--- START ---

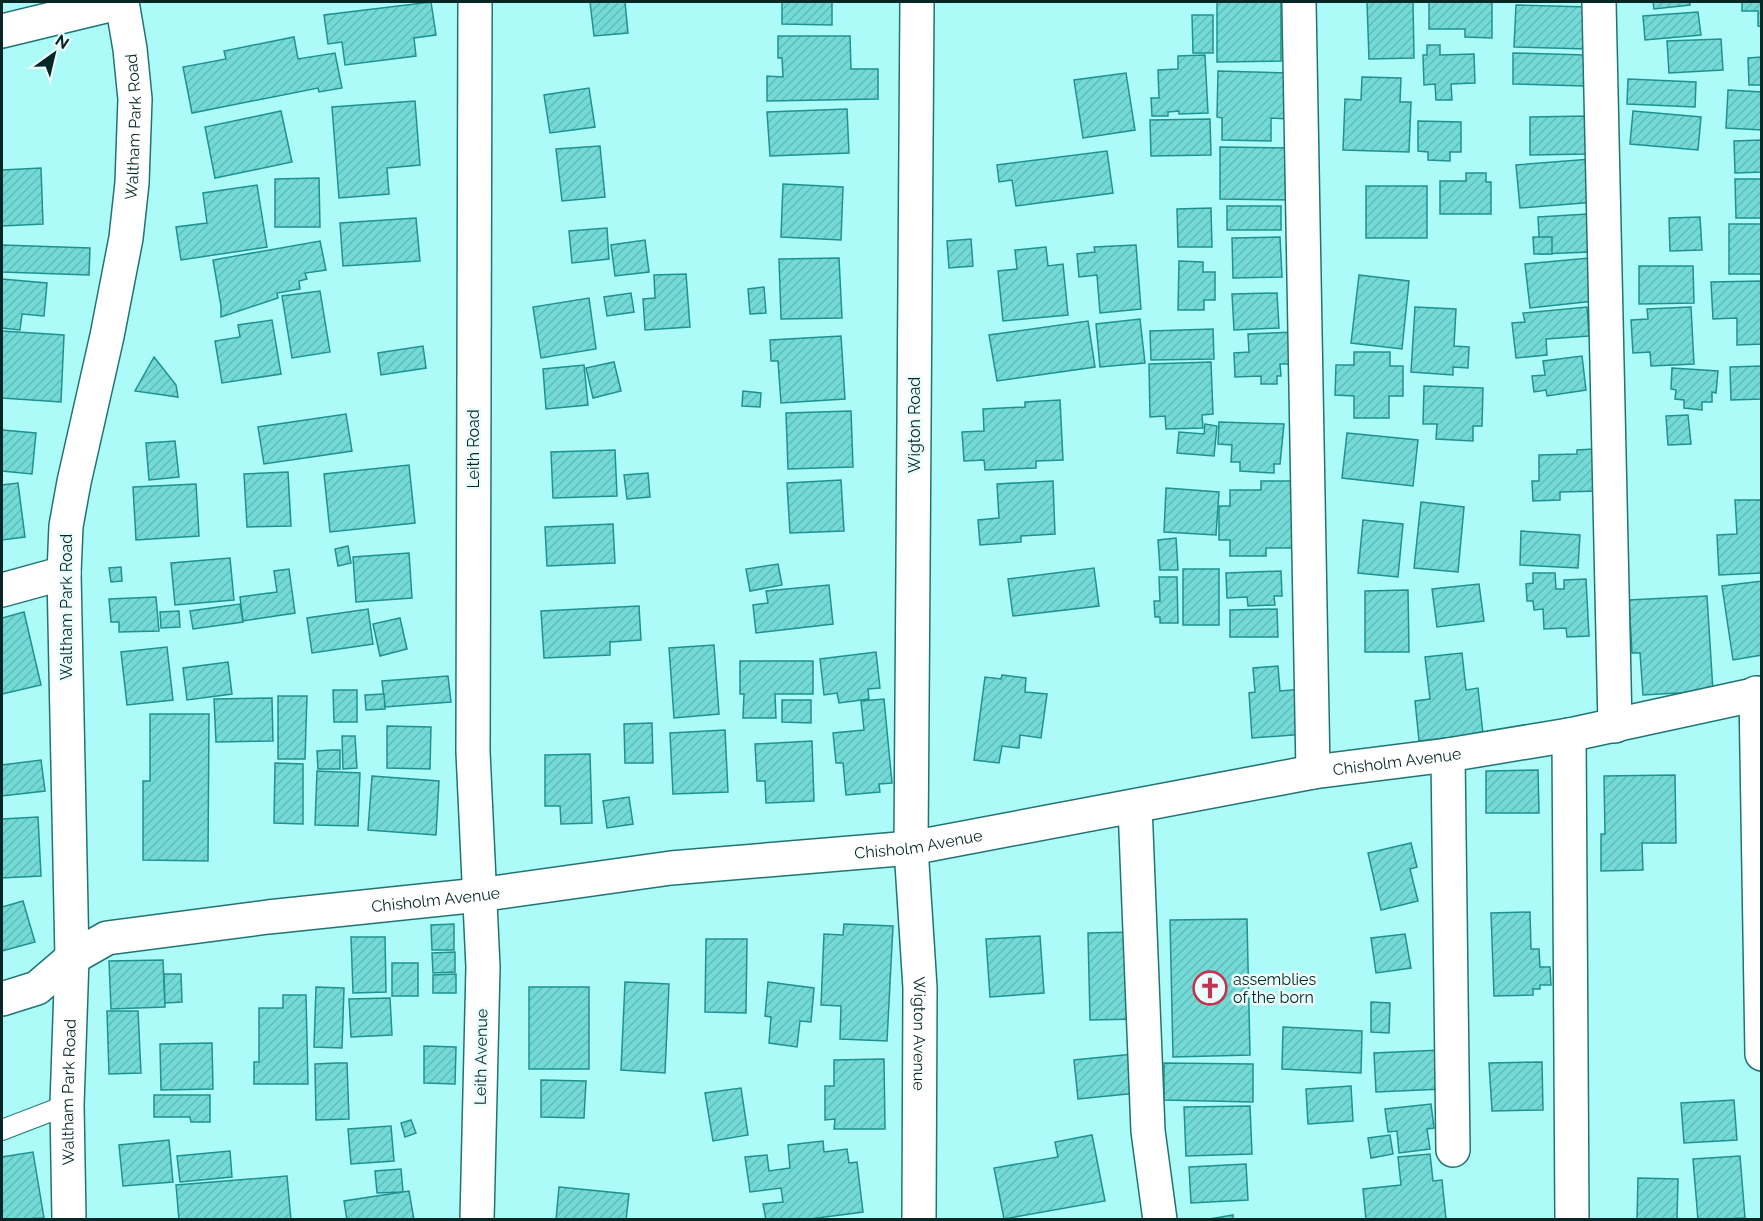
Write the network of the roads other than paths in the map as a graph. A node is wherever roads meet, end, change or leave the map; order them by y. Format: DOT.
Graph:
graph roads {
  1 [pos="122,2"];
  2 [pos="475,2"];
  3 [pos="918,2"];
  4 [pos="1299,2"];
  5 [pos="1599,2"];
  6 [pos="2,31"];
  7 [pos="64,573"];
  8 [pos="2,590"];
  9 [pos="1759,693"];
  10 [pos="1615,726"];
  11 [pos="1569,735"];
  12 [pos="1448,755"];
  13 [pos="1312,772"];
  14 [pos="1136,806"];
  15 [pos="911,848"];
  16 [pos="479,896"];
  17 [pos="72,958"];
  18 [pos="2,999"];
  19 [pos="1761,1054"];
  20 [pos="67,1105"];
  21 [pos="2,1130"];
  22 [pos="1453,1150"];
  23 [pos="69,1220"];
  24 [pos="477,1220"];
  25 [pos="919,1220"];
  26 [pos="1160,1220"];
  27 [pos="1572,1220"];
  1 -- 6 [label="street"];
  1 -- 7 [label="street, Waltham Park Road"];
  2 -- 16 [label="street, Leith Road"];
  3 -- 15 [label="street, Wigton Road"];
  4 -- 13 [label="street"];
  5 -- 10 [label="street"];
  7 -- 8 [label="street"];
  7 -- 17 [label="street, Waltham Park Road"];
  9 -- 10 [label="street, Chisholm Avenue"];
  9 -- 19 [label="street"];
  10 -- 11 [label="street, Chisholm Avenue"];
  11 -- 12 [label="street, Chisholm Avenue"];
  11 -- 27 [label="street"];
  12 -- 13 [label="street, Chisholm Avenue"];
  12 -- 22 [label="street"];
  13 -- 14 [label="street, Chisholm Avenue"];
  14 -- 15 [label="street, Chisholm Avenue"];
  14 -- 26 [label="street"];
  15 -- 16 [label="street, Chisholm Avenue"];
  15 -- 25 [label="street, Wigton Avenue"];
  16 -- 17 [label="street, Chisholm Avenue"];
  16 -- 24 [label="street, Leith Avenue"];
  17 -- 18 [label="street, Chisholm Avenue"];
  17 -- 20 [label="street, Waltham Park Road"];
  20 -- 21 [label="lane"];
  20 -- 23 [label="street, Waltham Park Road"];
}
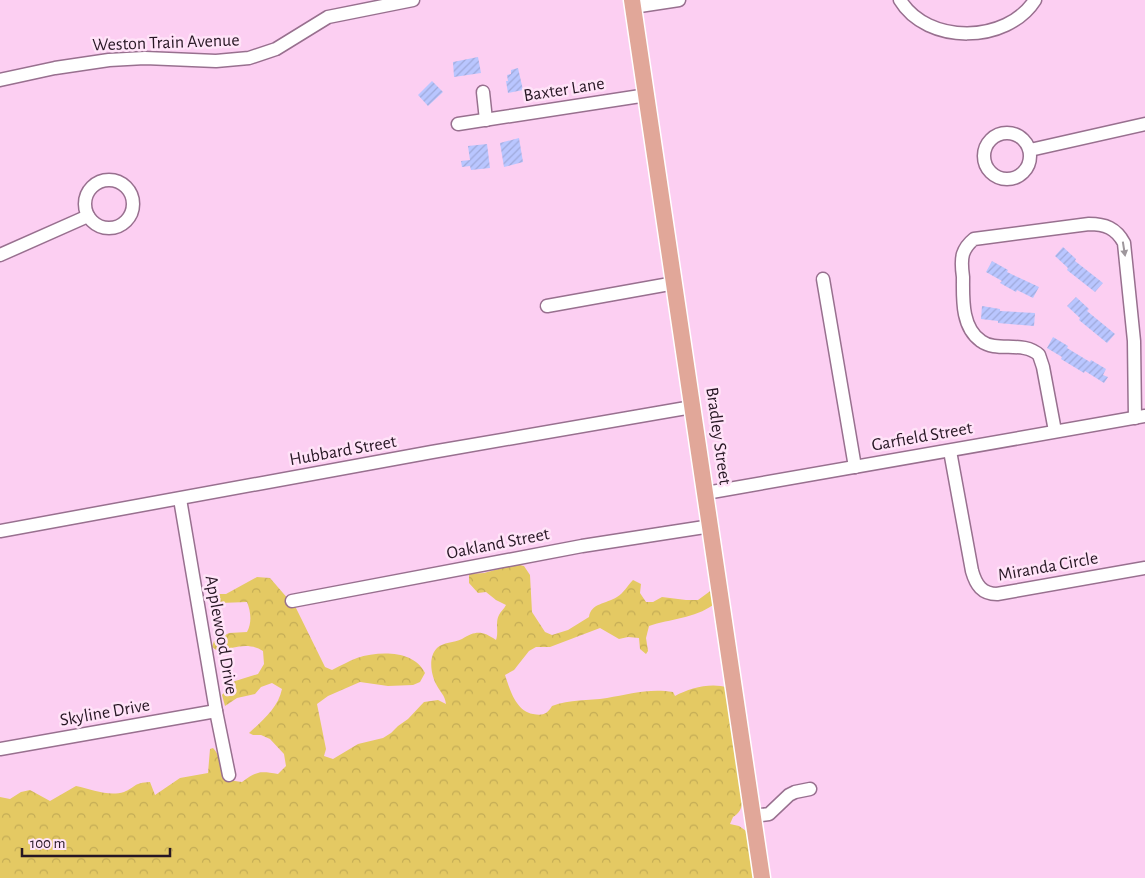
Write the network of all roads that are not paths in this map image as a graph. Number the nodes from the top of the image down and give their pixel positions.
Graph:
1 (413, 0) edge
2 (679, 0) edge
3 (900, 0) edge
4 (1035, 0) edge
5 (633, 4) edge
6 (0, 80) edge
7 (483, 92) dead end
8 (647, 95) junction
9 (486, 120) junction
10 (458, 124) dead end
11 (1145, 124) edge
12 (1030, 150) dead end
13 (88, 216) dead end
14 (0, 255) edge
15 (823, 279) dead end
16 (674, 283) junction
17 (547, 306) dead end
18 (692, 407) junction
19 (1140, 417) edge
20 (1055, 431) junction
21 (950, 451) junction
22 (855, 467) junction
23 (706, 493) junction
24 (180, 499) junction
25 (710, 526) junction
26 (0, 531) edge
27 (1145, 568) edge
28 (292, 601) dead end
29 (216, 711) junction
30 (0, 749) edge
31 (229, 775) dead end
32 (810, 789) dead end
33 (754, 816) junction
34 (762, 878) edge

1 - 6 street, Weston Train Avenue
2 - 5 street
3 - 4 street
5 - 8 main road, Bradley Street
7 - 9 street
8 - 9 street, Baxter Lane
8 - 16 main road, Bradley Street
9 - 10 street, Baxter Lane
11 - 12 street
13 - 14 street
15 - 22 street
16 - 17 street
16 - 18 main road, Bradley Street
18 - 23 main road, Bradley Street
18 - 24 street, Hubbard Street
19 - 20 street, Garfield Street
20 -> 19 street
20 - 21 street, Garfield Street
21 - 22 street, Garfield Street
21 - 27 street, Miranda Circle
22 - 23 street, Garfield Street
23 - 25 main road, Bradley Street
24 - 26 street, Hubbard Street
24 - 29 street, Applewood Drive
25 - 28 street, Oakland Street
25 - 33 main road, Bradley Street
29 - 30 street, Skyline Drive
29 - 31 street, Applewood Drive
32 - 33 street
33 - 34 main road, Bradley Street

--- END ---

→ WHAT YOU SHOULD DO
Leaving the pictures behind, return every line above exactly.

→ TASK RESULT
Write the network of the roads other than paths in the map as a graph. A node is wherever roads meet, end, change or leave the map; order them by y. Format: DOT.
Graph:
graph roads {
  1 [pos="122,2"];
  2 [pos="475,2"];
  3 [pos="918,2"];
  4 [pos="1299,2"];
  5 [pos="1599,2"];
  6 [pos="2,31"];
  7 [pos="64,573"];
  8 [pos="2,590"];
  9 [pos="1759,693"];
  10 [pos="1615,726"];
  11 [pos="1569,735"];
  12 [pos="1448,755"];
  13 [pos="1312,772"];
  14 [pos="1136,806"];
  15 [pos="911,848"];
  16 [pos="479,896"];
  17 [pos="72,958"];
  18 [pos="2,999"];
  19 [pos="1761,1054"];
  20 [pos="67,1105"];
  21 [pos="2,1130"];
  22 [pos="1453,1150"];
  23 [pos="69,1220"];
  24 [pos="477,1220"];
  25 [pos="919,1220"];
  26 [pos="1160,1220"];
  27 [pos="1572,1220"];
  1 -- 6 [label="street"];
  1 -- 7 [label="street, Waltham Park Road"];
  2 -- 16 [label="street, Leith Road"];
  3 -- 15 [label="street, Wigton Road"];
  4 -- 13 [label="street"];
  5 -- 10 [label="street"];
  7 -- 8 [label="street"];
  7 -- 17 [label="street, Waltham Park Road"];
  9 -- 10 [label="street, Chisholm Avenue"];
  9 -- 19 [label="street"];
  10 -- 11 [label="street, Chisholm Avenue"];
  11 -- 12 [label="street, Chisholm Avenue"];
  11 -- 27 [label="street"];
  12 -- 13 [label="street, Chisholm Avenue"];
  12 -- 22 [label="street"];
  13 -- 14 [label="street, Chisholm Avenue"];
  14 -- 15 [label="street, Chisholm Avenue"];
  14 -- 26 [label="street"];
  15 -- 16 [label="street, Chisholm Avenue"];
  15 -- 25 [label="street, Wigton Avenue"];
  16 -- 17 [label="street, Chisholm Avenue"];
  16 -- 24 [label="street, Leith Avenue"];
  17 -- 18 [label="street, Chisholm Avenue"];
  17 -- 20 [label="street, Waltham Park Road"];
  20 -- 21 [label="lane"];
  20 -- 23 [label="street, Waltham Park Road"];
}
Write the network of all roads that are not paths in this map image as a graph. Number the nodes from the top of the image down and give their pixel positions.
Graph:
1 (413, 0) edge
2 (679, 0) edge
3 (900, 0) edge
4 (1035, 0) edge
5 (633, 4) edge
6 (0, 80) edge
7 (483, 92) dead end
8 (647, 95) junction
9 (486, 120) junction
10 (458, 124) dead end
11 (1145, 124) edge
12 (1030, 150) dead end
13 (88, 216) dead end
14 (0, 255) edge
15 (823, 279) dead end
16 (674, 283) junction
17 (547, 306) dead end
18 (692, 407) junction
19 (1140, 417) edge
20 (1055, 431) junction
21 (950, 451) junction
22 (855, 467) junction
23 (706, 493) junction
24 (180, 499) junction
25 (710, 526) junction
26 (0, 531) edge
27 (1145, 568) edge
28 (292, 601) dead end
29 (216, 711) junction
30 (0, 749) edge
31 (229, 775) dead end
32 (810, 789) dead end
33 (754, 816) junction
34 (762, 878) edge

1 - 6 street, Weston Train Avenue
2 - 5 street
3 - 4 street
5 - 8 main road, Bradley Street
7 - 9 street
8 - 9 street, Baxter Lane
8 - 16 main road, Bradley Street
9 - 10 street, Baxter Lane
11 - 12 street
13 - 14 street
15 - 22 street
16 - 17 street
16 - 18 main road, Bradley Street
18 - 23 main road, Bradley Street
18 - 24 street, Hubbard Street
19 - 20 street, Garfield Street
20 -> 19 street
20 - 21 street, Garfield Street
21 - 22 street, Garfield Street
21 - 27 street, Miranda Circle
22 - 23 street, Garfield Street
23 - 25 main road, Bradley Street
24 - 26 street, Hubbard Street
24 - 29 street, Applewood Drive
25 - 28 street, Oakland Street
25 - 33 main road, Bradley Street
29 - 30 street, Skyline Drive
29 - 31 street, Applewood Drive
32 - 33 street
33 - 34 main road, Bradley Street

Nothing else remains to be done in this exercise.